WORK INSTRUCTIONS: If a line in the records below includes the word "Нагорный", count it, then give the total and nothing else.

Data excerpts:
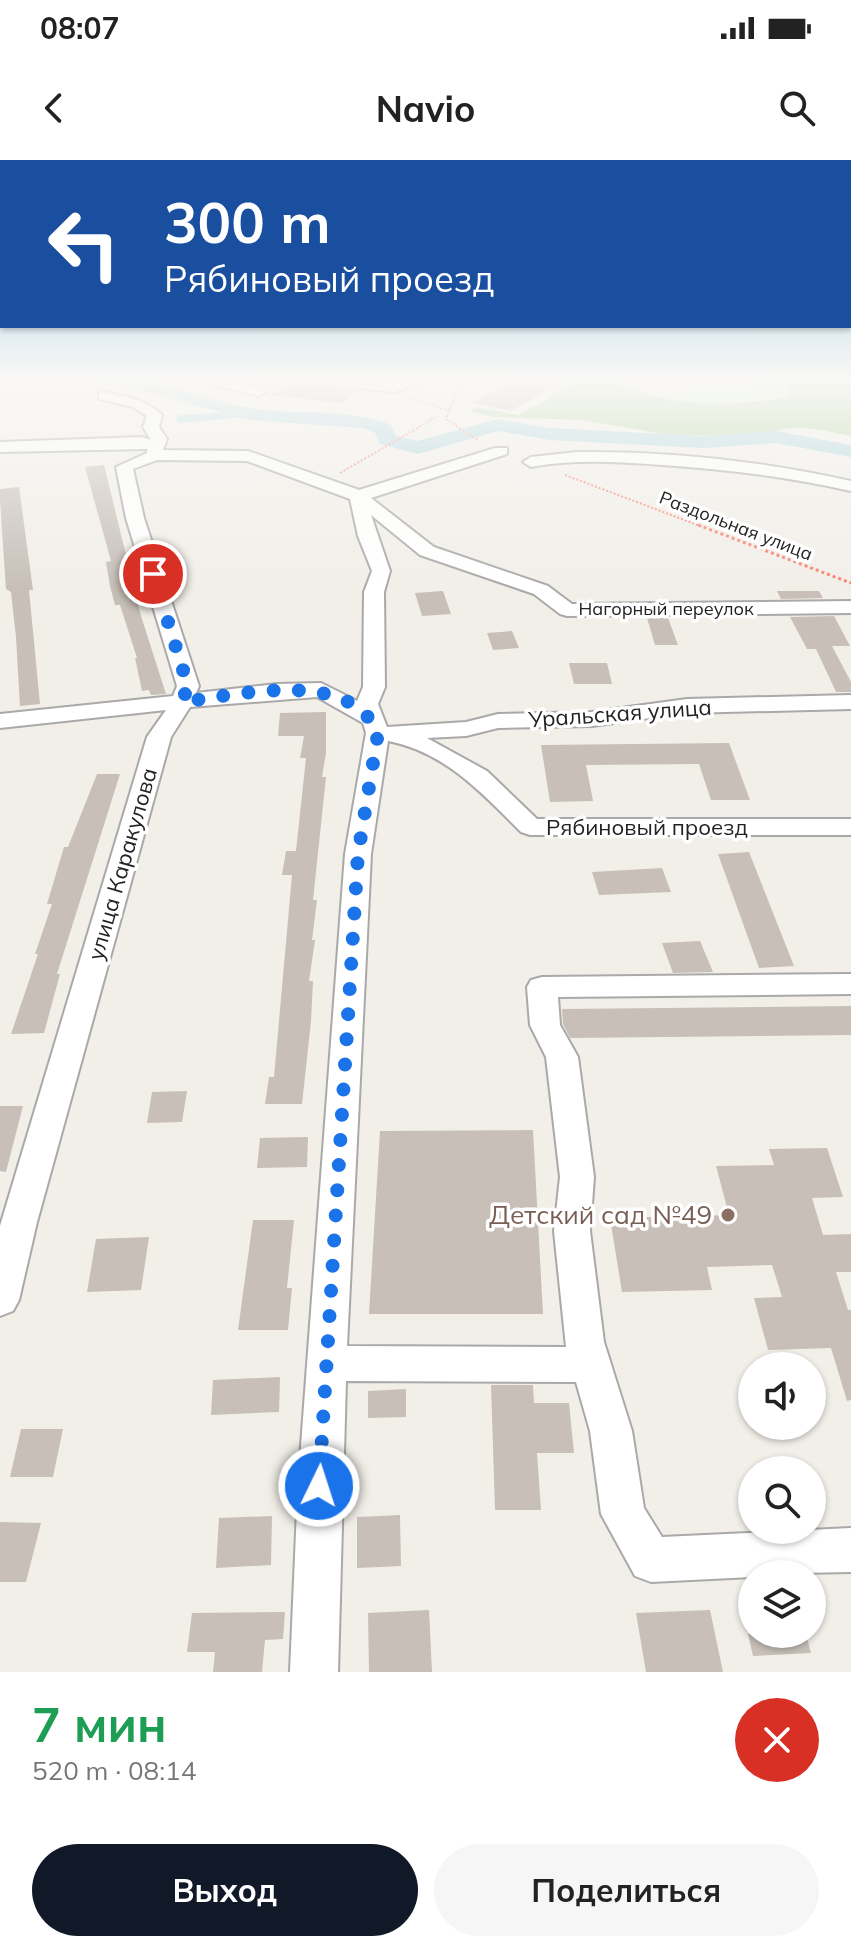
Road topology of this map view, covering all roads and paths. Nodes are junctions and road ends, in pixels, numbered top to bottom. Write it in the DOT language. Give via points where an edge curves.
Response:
graph roads {
  1 [pos="381,449"];
  2 [pos="496,449"];
  3 [pos="155,450"];
  4 [pos="501,451"];
  5 [pos="531,462"];
  6 [pos="332,477"];
  7 [pos="851,486"];
  8 [pos="358,496"];
  9 [pos="851,583"];
  10 [pos="851,607"];
  11 [pos="182,702"];
  12 [pos="851,702"];
  13 [pos="0,721"];
  14 [pos="380,728"];
  15 [pos="851,827"];
  16 [pos="851,984"];
  17 [pos="0,1300"];
  18 [pos="327,1363"];
  19 [pos="591,1365"];
  20 [pos="851,1550"];
  21 [pos="314,1672"];
  1 -- 6 [label="path"];
  2 -- 4 [label="path"];
  3 -- 8 [label="street, Нагорный переулок" via="248,456"];
  3 -- 11 [label="street" via="124,467 188,686"];
  4 -- 8 [label="street"];
  5 -- 7 [label="street" via="597,456 740,465"];
  5 -- 9 [label="path, Раздольная улица"];
  8 -- 10 [label="street, Нагорный переулок" via="427,551 541,590 567,610"];
  8 -- 14 [label="street" via="381,571 374,592 374,687 367,704"];
  11 -- 13 [label="street, Рябиновый проезд"];
  11 -- 14 [label="street, Рябиновый проезд" via="321,690"];
  11 -- 17 [label="street, улица Каракулова" via="159,737"];
  12 -- 14 [label="street, Уральская улица" via="687,706 592,719 498,721 466,729"];
  14 -- 15 [label="street, Рябиновый проезд" via="472,771 530,827"];
  14 -- 18 [label="street" via="358,854"];
  16 -- 19 [label="street" via="542,987 545,1025 562,1057 577,1177 572,1231"];
  18 -- 19 [label="street"];
  18 -- 21 [label="street"];
  19 -- 20 [label="street" via="611,1431 623,1514 651,1560"];
}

RESULT FOR THIS EXERCISE: 2